Insulating Solar Blinds

Climate change is a salient issue with no dominant solution, and its effects have vast implications in the present and future. One route to address climate change is through methods of mitigation, whose implementation serves to reduce greenhouse gas emissions, which is one primary factor that contributes to climate change. However, these methods must be innovative and practical to create real change. One method that addresses these necessities is the creation of insulating blinds for households. The current state of household insulation is imperfect, as almost 25% of energy is wasted through windows. One factor that mitigates heat loss is a fabric with a higher resistance to heat flow. Effective blinds must disrupt the convection current between the internal and external environment, yet be visually appealing and consumer-friendly.
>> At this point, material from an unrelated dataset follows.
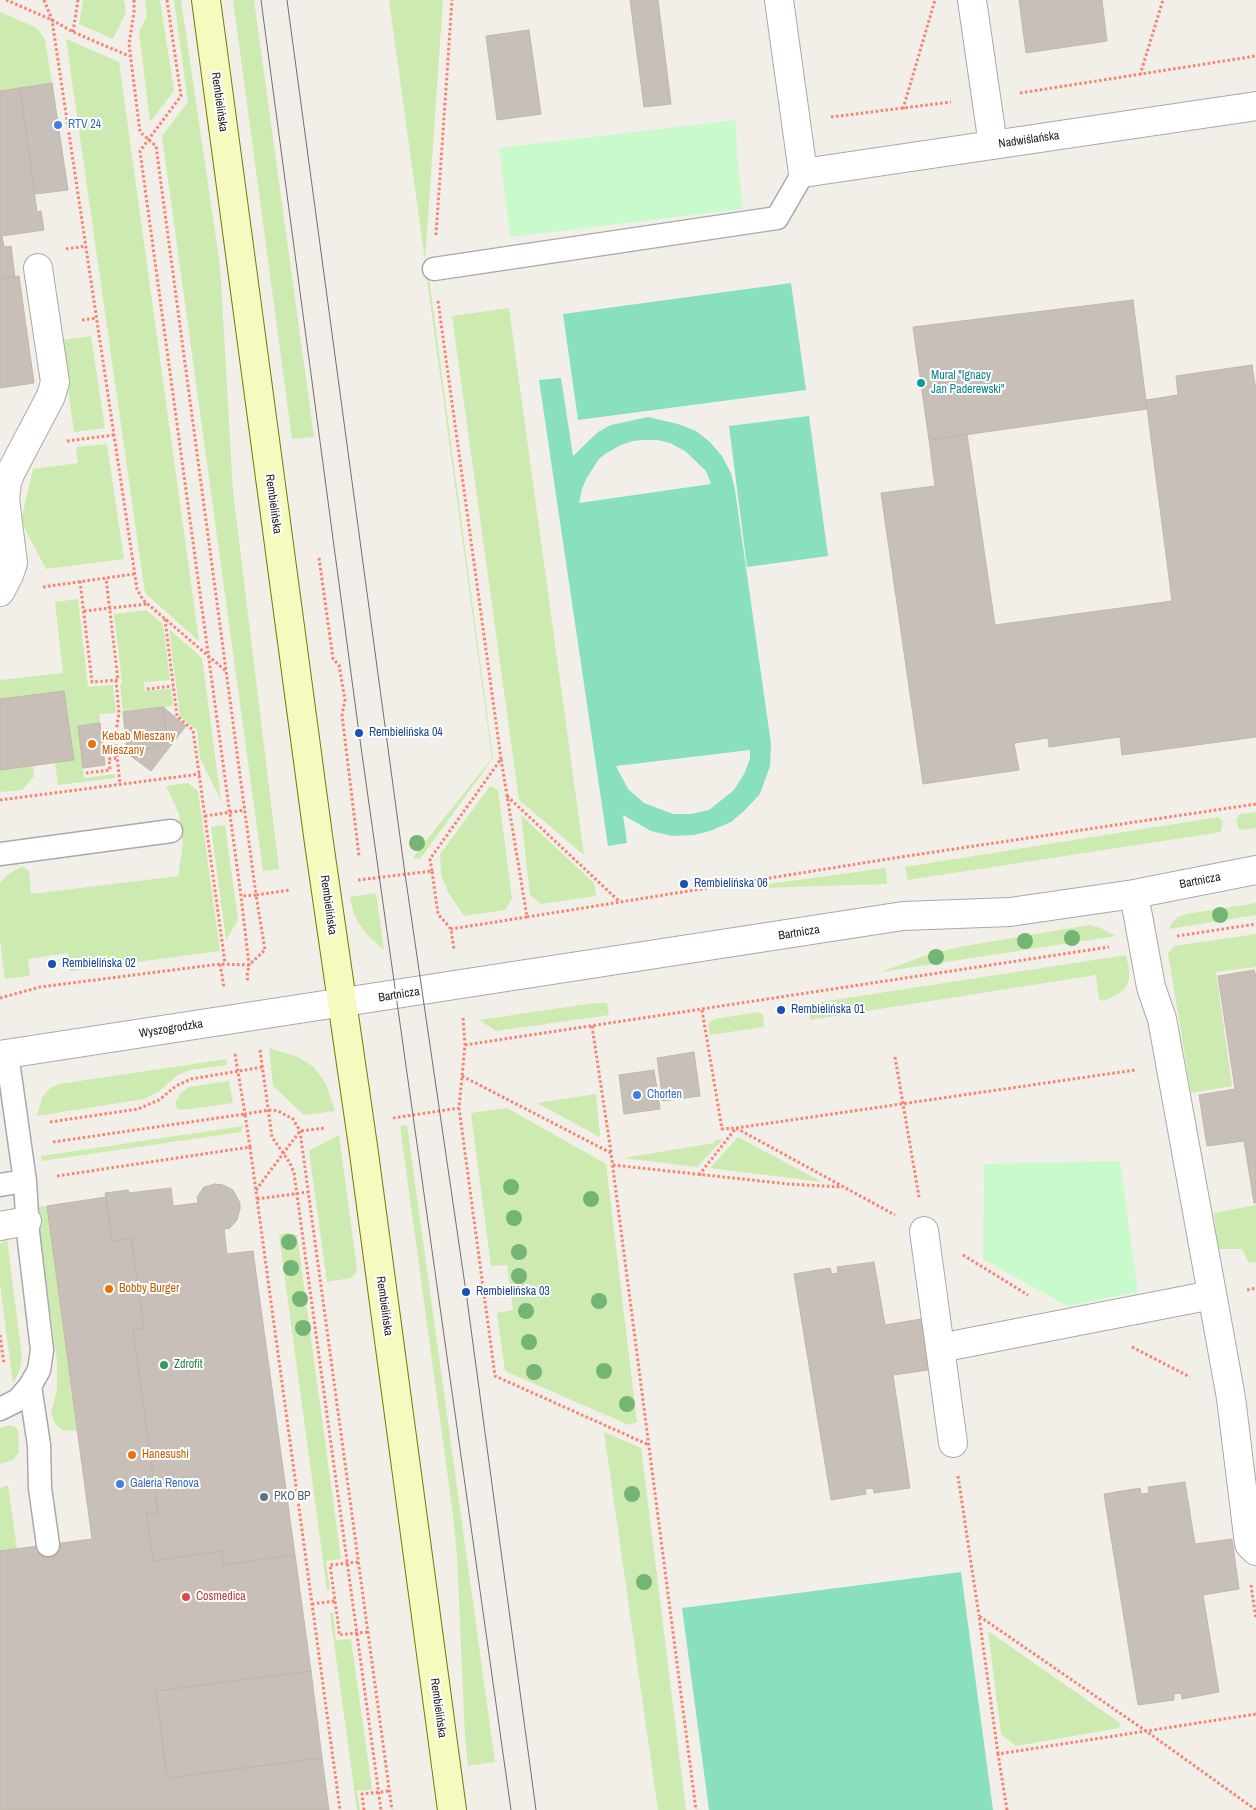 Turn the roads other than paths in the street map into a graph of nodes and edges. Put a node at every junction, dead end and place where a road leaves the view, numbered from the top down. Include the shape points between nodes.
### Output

An elegant double honeycomb design of colored semi-opaque polyester would be ideal, as air pockets both within the polyester and the larger honeycombs offer insulation, and sidetracks would seal the outside environment from the household to reduce energy consumption. Attaching flexible solar cells with this design to harvest energy from incoming solar rays will also help to mitigate household energy consumption. Additionally, the blinds will be automatic, opening when the room is occupied. This newer piece of household technology can be eye-catching to consumers, and the price of buying new blinds would be recompensed by the energy savings. The innovation of this design is rooted in its practicality in the household. With it, entire communities can significantly reduce their harmful environmental footprint.